A new controversy is emerging around President Bola Ahmed Tinubu’s anti-corruption efforts as the National Interest Coalition (NICO) has raised alarm over what it described as a “₦5 billion smear campaign” against the administration and the Economic and Financial Crimes Commission (EFCC).
At a world press conference in Abuja, NICO’s leader, Comrade Bashir Abdu, alleged that some senior officials currently facing corruption-related charges had joined forces to blackmail EFCC Chairman, Olanipekun Olukoyede, and discredit the government’s anti-graft fight.
According to Abdu, the alleged conspirators are “desperate men” diverting looted public funds into sponsoring hostile propaganda, financing dissident voices, and operating offshore accounts in Dubai to bankroll the campaign.
“Their intention is simple: to undermine the anti-corruption war and destabilise the government,” he stated.
Abdu further disclosed that NICO itself was offered ₦100 million to join the smear campaign but declined, stressing that the fight against corruption must not be compromised.
Following the press conference, the coalition staged a solidarity march in Abuja, attracting thousands of supporters who chanted pro-Tinubu slogans and passed a vote of confidence on Olukoyede’s leadership. NICO insisted the smear campaign was not just an attack on the EFCC boss but “a direct strike on President Tinubu’s Renewed Hope Agenda.”
The coalition outlined reforms credited to the Tinubu administration and the EFCC under Olukoyede, including:
Unhindered prosecution powers for anti-graft agencies.
Tighter financial controls through the Treasury Single Account (TSA).

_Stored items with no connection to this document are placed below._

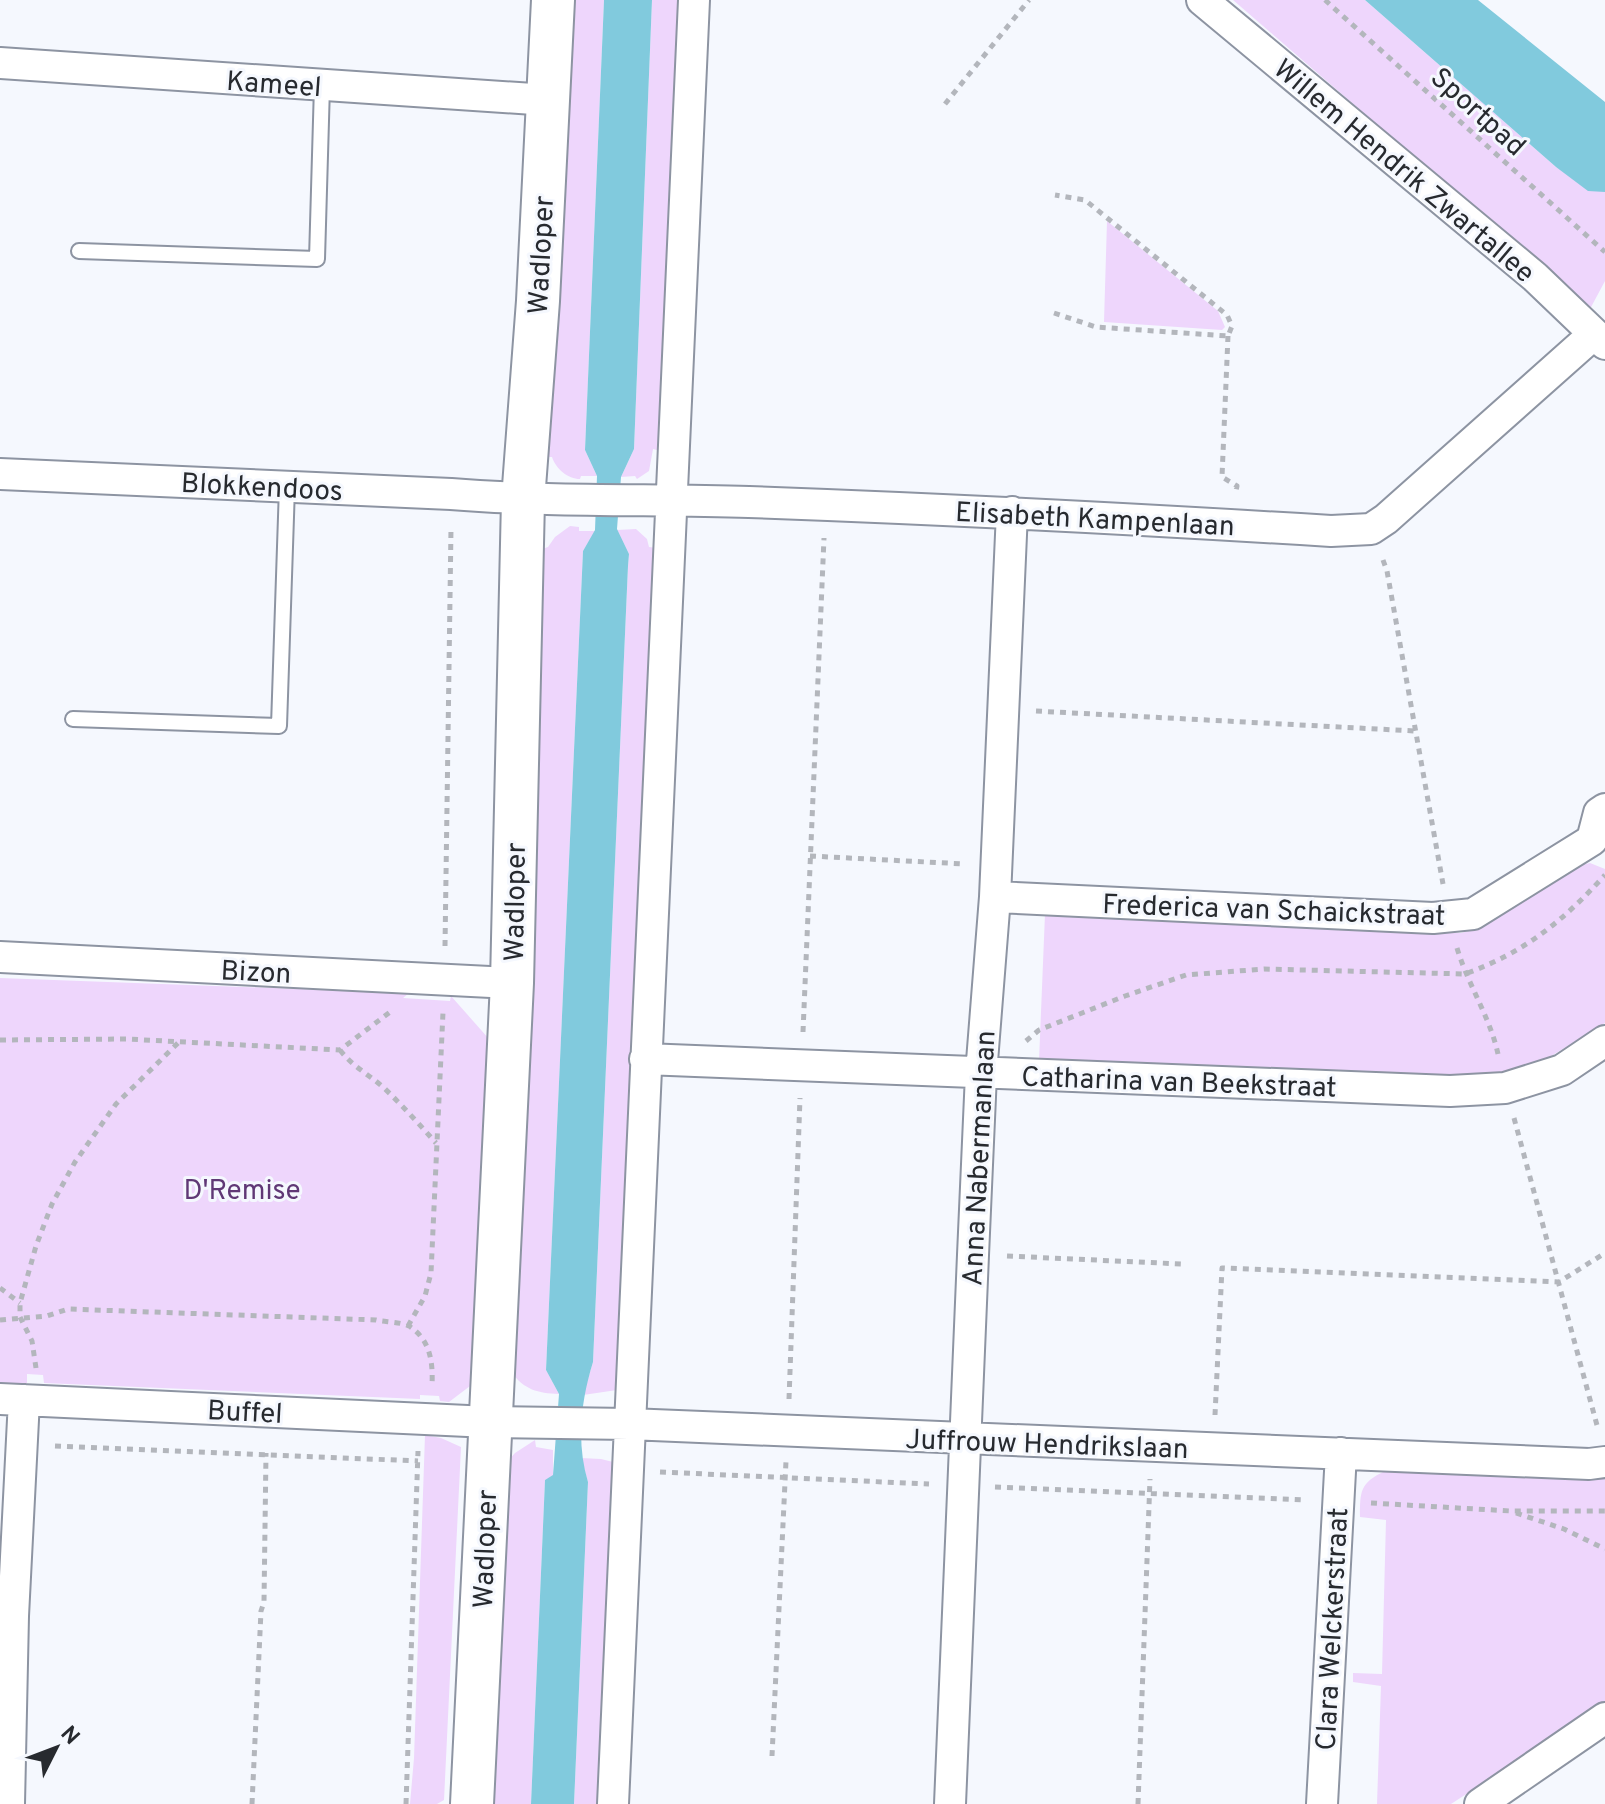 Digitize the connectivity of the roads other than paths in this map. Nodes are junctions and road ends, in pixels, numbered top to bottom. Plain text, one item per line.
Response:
1 (553, 0) edge
2 (694, 0) edge
3 (1202, 0) edge
4 (0, 63) edge
5 (322, 86) junction
6 (548, 100) junction
7 (79, 251) dead end
8 (1599, 339) edge
9 (0, 474) edge
10 (287, 487) junction
11 (523, 500) junction
12 (675, 500) junction
13 (1012, 512) junction
14 (73, 719) dead end
15 (1605, 809) edge
16 (1599, 845) edge
17 (995, 897) junction
18 (0, 957) edge
19 (512, 983) junction
20 (1605, 1041) edge
21 (645, 1059) junction
22 (981, 1074) junction
23 (20, 1400) edge
24 (509, 1423) junction
25 (629, 1424) junction
26 (965, 1440) junction
27 (1602, 1448) edge
28 (1341, 1453) junction
29 (1605, 1718) edge
30 (9, 1804) edge
31 (472, 1804) edge
32 (613, 1804) edge
33 (950, 1804) edge
34 (1322, 1804) edge
35 (1480, 1804) edge

1 - 6 street, Wadloper
2 - 12 street
3 - 8 street, Willem Hendrik Zwartallee
4 - 5 street, Kameel
5 - 6 street, Kameel
5 - 7 lane
6 - 11 street, Wadloper
8 - 13 street, Elisabeth Kampenlaan
9 - 10 street, Blokkendoos
10 - 11 street, Blokkendoos
10 - 14 lane
11 - 12 street, Elisabeth Kampenlaan
11 - 19 street, Wadloper
12 - 13 street, Elisabeth Kampenlaan
12 - 21 street
13 - 17 street, Anna Nabermanlaan
15 - 16 street, Frederica van Schaickstraat
16 - 17 street, Frederica van Schaickstraat
17 - 22 street, Anna Nabermanlaan
18 - 19 street, Bizon
19 - 24 street, Wadloper
20 - 22 street, Catharina van Beekstraat
21 - 22 street, Catharina van Beekstraat
21 - 25 street
22 - 26 street, Anna Nabermanlaan
23 - 24 street, Buffel
23 - 30 street
24 - 25 street, Juffrouw Hendrikslaan
24 - 31 street, Wadloper
25 - 26 street, Juffrouw Hendrikslaan
25 - 32 street
26 - 28 street, Juffrouw Hendrikslaan
26 - 33 street, Anna Nabermanlaan
27 - 28 street, Juffrouw Hendrikslaan
28 - 34 street, Clara Welckerstraat
29 - 35 street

Strengthened criminal justice processes.
Recovery of billions in stolen assets.
Securing of hundreds of convictions.
“These desperate attacks are not against Olukoyede alone,” the coalition maintained, “but against the future of Nigeria’s children and millions of citizens who want a government that works for them, not corrupt elites.”
NICO warned that “corruption is fighting back” through orchestrated media campaigns and propaganda designed to paint the EFCC’s work as selective. It urged civil society groups, labour unions, student bodies, religious leaders, and Nigerians in the diaspora to resist what it called a “sinister agenda.”
“This country belongs to over 200 million Nigerians, not to a handful of corrupt men hiding behind propaganda. We stand with President Tinubu. We stand with the EFCC. We stand with justice,” NICO declared.